**Your goal:**
Where a picture shows up in the listing below, omit it and output the rest exactly.

**Data extract:**
★ ★ ★ ★

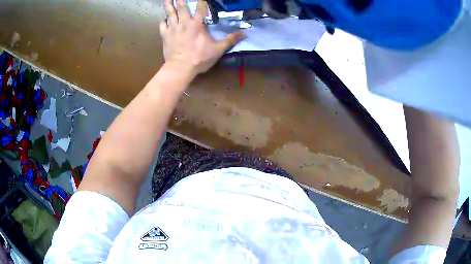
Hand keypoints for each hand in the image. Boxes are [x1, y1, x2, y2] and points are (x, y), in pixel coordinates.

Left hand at [160, 0, 244, 74]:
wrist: (180, 68)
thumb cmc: (200, 58)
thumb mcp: (218, 49)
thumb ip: (230, 40)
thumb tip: (244, 34)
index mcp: (198, 24)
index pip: (200, 8)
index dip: (201, 1)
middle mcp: (184, 23)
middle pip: (182, 7)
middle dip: (180, 0)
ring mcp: (173, 29)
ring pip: (170, 14)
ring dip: (169, 5)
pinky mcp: (165, 36)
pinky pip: (162, 25)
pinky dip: (163, 21)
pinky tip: (163, 19)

★ ★ ★ ★

**Finished exercise:**
Hand keypoints for each hand in the image. Boxes are [x1, y1, x2, y2] and points are (x, y), in pixel coordinates.

Left hand at [160, 0, 244, 74]:
wrist: (180, 68)
thumb cmc: (200, 58)
thumb mcp: (218, 49)
thumb ip: (230, 40)
thumb tip: (244, 34)
index mcp: (198, 24)
index pip: (200, 8)
index dip: (201, 1)
middle mcp: (184, 23)
middle pip: (182, 7)
middle dip: (180, 0)
ring mcp: (173, 29)
ring pip: (170, 14)
ring dip: (169, 5)
pinky mcp: (165, 36)
pinky pip: (162, 25)
pinky dip: (163, 21)
pinky tip: (163, 19)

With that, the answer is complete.